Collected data
--------

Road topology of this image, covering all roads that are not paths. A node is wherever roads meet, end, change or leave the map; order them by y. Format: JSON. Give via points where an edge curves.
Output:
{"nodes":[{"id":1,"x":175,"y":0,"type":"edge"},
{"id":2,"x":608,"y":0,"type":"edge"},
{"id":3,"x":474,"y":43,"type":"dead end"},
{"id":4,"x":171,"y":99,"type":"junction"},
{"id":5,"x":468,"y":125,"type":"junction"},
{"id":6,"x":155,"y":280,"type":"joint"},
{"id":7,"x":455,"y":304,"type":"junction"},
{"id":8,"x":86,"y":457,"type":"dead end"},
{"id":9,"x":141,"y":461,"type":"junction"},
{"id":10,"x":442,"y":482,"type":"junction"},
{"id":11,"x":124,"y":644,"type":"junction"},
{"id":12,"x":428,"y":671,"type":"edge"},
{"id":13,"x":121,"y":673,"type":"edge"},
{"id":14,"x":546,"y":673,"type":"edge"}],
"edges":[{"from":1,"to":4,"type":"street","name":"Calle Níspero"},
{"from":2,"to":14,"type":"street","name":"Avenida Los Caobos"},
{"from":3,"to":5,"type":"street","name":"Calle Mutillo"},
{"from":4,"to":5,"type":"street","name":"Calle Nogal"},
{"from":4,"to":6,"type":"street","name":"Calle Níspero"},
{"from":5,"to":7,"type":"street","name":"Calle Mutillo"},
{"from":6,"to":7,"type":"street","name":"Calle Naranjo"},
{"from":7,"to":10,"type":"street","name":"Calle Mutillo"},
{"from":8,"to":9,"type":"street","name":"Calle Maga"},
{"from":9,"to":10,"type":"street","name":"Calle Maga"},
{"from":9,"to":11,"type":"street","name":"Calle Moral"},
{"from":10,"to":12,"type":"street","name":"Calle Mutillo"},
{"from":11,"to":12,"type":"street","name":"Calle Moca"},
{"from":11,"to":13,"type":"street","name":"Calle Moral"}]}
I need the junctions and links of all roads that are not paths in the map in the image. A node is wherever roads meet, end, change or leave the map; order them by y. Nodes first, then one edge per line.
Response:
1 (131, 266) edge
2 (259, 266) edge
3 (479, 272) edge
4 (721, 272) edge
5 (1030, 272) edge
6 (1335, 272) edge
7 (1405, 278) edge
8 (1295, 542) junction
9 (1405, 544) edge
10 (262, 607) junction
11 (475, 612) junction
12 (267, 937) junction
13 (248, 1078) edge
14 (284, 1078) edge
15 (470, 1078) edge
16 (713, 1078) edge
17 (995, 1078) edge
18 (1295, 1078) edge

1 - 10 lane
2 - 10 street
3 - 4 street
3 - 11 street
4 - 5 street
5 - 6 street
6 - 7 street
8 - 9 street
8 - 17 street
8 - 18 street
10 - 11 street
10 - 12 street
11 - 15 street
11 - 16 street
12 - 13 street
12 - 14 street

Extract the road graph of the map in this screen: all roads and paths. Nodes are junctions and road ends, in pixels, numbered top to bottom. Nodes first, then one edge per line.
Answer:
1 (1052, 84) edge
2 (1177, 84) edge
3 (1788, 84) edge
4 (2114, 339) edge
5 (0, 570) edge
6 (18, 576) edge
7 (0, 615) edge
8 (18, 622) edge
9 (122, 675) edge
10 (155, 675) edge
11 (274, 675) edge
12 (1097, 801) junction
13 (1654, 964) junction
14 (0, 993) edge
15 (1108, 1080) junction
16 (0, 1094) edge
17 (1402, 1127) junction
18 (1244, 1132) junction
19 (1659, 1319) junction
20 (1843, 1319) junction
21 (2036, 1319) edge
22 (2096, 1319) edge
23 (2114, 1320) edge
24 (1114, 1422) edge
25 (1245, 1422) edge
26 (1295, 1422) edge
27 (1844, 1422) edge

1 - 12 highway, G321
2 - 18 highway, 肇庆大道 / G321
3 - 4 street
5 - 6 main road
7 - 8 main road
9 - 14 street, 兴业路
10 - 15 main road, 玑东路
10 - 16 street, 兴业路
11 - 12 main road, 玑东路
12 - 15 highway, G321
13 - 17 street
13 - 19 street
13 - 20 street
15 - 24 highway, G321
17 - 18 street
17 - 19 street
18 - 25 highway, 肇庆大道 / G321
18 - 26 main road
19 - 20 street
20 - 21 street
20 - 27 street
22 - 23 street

--------

Instructions for the task
How many lines in the records above contain the word "this"? Answer with the number only.

Task solution
2